White House spokesman Scott McClellan said Wednesday, "I'm tired of some of the questions" about whether Mr. Bush is going to replace some of his senior advisers. "The president has a great team and he appreciates the job that they're doing," McClellan said.
He brushed the reports aside as "inside Washington pontificating and second-guessing." He declined to directly respond to Republican Sen. Norm Coleman's comment that the White House has "a tin ear."
Republicans are nervous about the president's plummeting approval ratings and a string of White House woes, from the administration's fumbled handling of relief efforts after Hurricane Katrina and an uproar over a secret eavesdropping program to unhappiness about Iraq, the now-abandoned Dubai ports deal, the failed nomination of Harriet Miers to the Supreme Court and Mr. Bush's failure to achieve the centerpiece of his domestic agenda — an overhaul of Social Security.
The GOP's concern is heightened by anxiety over the midterm congressional elections in November.
Senior Republicans have fretted for months that Mr. Bush's team is exhausted and has run out of fresh ideas after more than five years on the job with little change in his inner circle. At a Southern Republican Leadership Conference in Memphis, Tenn., last week, some delegates said they were shaken by the White House's performance and suggested Mr. Bush may need a new team.
Coleman, R-Minn., added momentum to shakeup rumors by publicly voicing his concerns in an Associated Press interview.

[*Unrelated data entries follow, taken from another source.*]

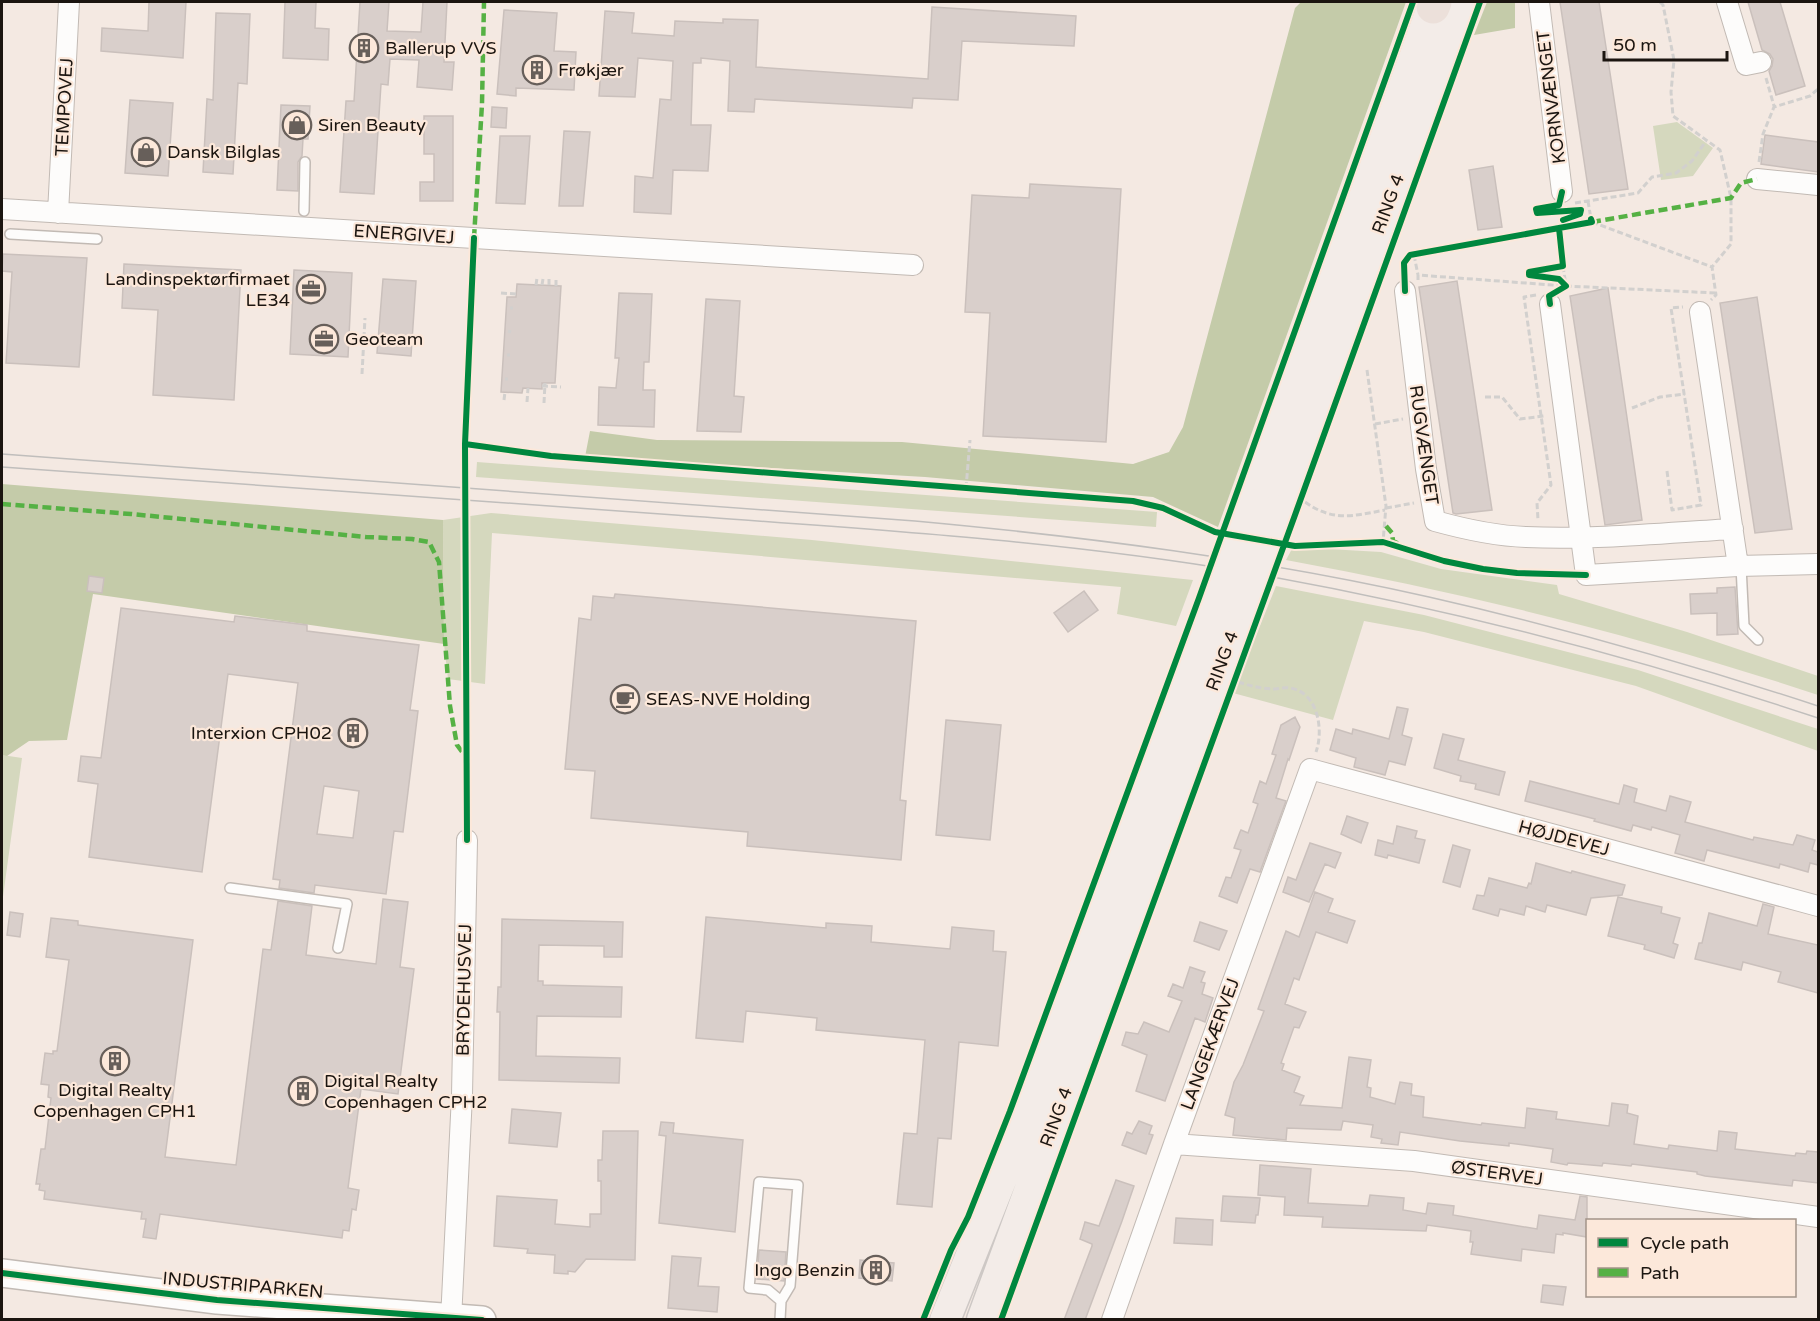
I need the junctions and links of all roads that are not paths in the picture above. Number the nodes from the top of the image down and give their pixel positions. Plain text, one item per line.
1 (69, 2) edge
2 (1539, 2) edge
3 (1727, 2) edge
4 (1441, 3) edge
5 (1761, 62) dead end
6 (305, 162) dead end
7 (1757, 179) road end
8 (1818, 185) edge
9 (1562, 192) dead end
10 (2, 209) edge
11 (304, 211) dead end
12 (58, 213) junction
13 (10, 234) dead end
14 (97, 239) dead end
15 (913, 265) dead end
16 (1405, 288) road end
17 (1553, 299) road end
18 (1695, 309) road end
19 (1733, 529) junction
20 (1582, 538) junction
21 (1818, 564) edge
22 (1739, 566) junction
23 (1230, 603) junction
24 (1758, 640) dead end
25 (1310, 769) joint
26 (467, 840) dead end
27 (230, 888) dead end
28 (1818, 906) edge
29 (338, 948) dead end
30 (1174, 1144) junction
31 (1818, 1217) edge
32 (2, 1273) edge
33 (781, 1301) junction
34 (451, 1318) edge
35 (482, 1320) edge
36 (780, 1320) edge
37 (945, 1320) edge
38 (982, 1320) edge
39 (1112, 1320) edge

1 - 12 street, TEMPOVEJ
2 - 9 street, KORNVÆNGET
3 - 5 street
4 - 23 main road, RING 4, bridge
6 - 11 lane
7 - 8 street
10 - 12 street, ENERGIVEJ
12 - 15 street, ENERGIVEJ
13 - 14 lane
16 - 20 street, RUGVÆNGET
17 - 20 street
18 - 19 street
19 - 20 street, RUGVÆNGET
19 - 22 street
20 - 22 street
21 - 22 street
22 - 24 lane
23 - 37 main road, RING 4
23 - 38 main road, RING 4
25 - 28 street, HØJDEVEJ
25 - 30 street, LANGEKÆRVEJ
26 - 34 street, BRYDEHUSVEJ
27 - 29 lane
30 - 31 street, ØSTERVEJ
30 - 39 street, LANGEKÆRVEJ
32 - 34 street, INDUSTRIPARKEN
33 - 33 lane
33 - 36 lane
34 - 35 street, INDUSTRIPARKEN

"I have some concerns about the team that's around the president," said Coleman, who has close ties to Mr. Bush. "I think you need to take a look at it."
"All of a sudden, we're hearing the phrase 'tin ear,"' Coleman said. "That's a phrase you shouldn't hear. The fact that you're hearing it says that the kind of political sensitivity, the ear-to-the-ground that you need in the White House, isn't there at the level that it needs to be."
Mr. Bush's job approval remains at an all-time low of 34 percent in the latest CBS News poll. Sixty-six percent of Americans say the country is on the wrong track, a five-point jump since January.
McClellan bristled at questions about a shakeup.
"The president has a smart, capable and experienced team that is fully committed to helping him advance his agenda and get things done for the American people," the spokesman said, noting that Mr. Bush was devoting part of his day to talking about health care and prescription drug benefits for seniors.
When questions persisted, McClellan said, "You know, it's interesting, here's now the third question on this, when I just talked about some very important priorities that the American people care about, and here we are asking these questions."
"This is part of the inside Washington babble that goes on in this town," McClellan said. "This is part of the parlor game."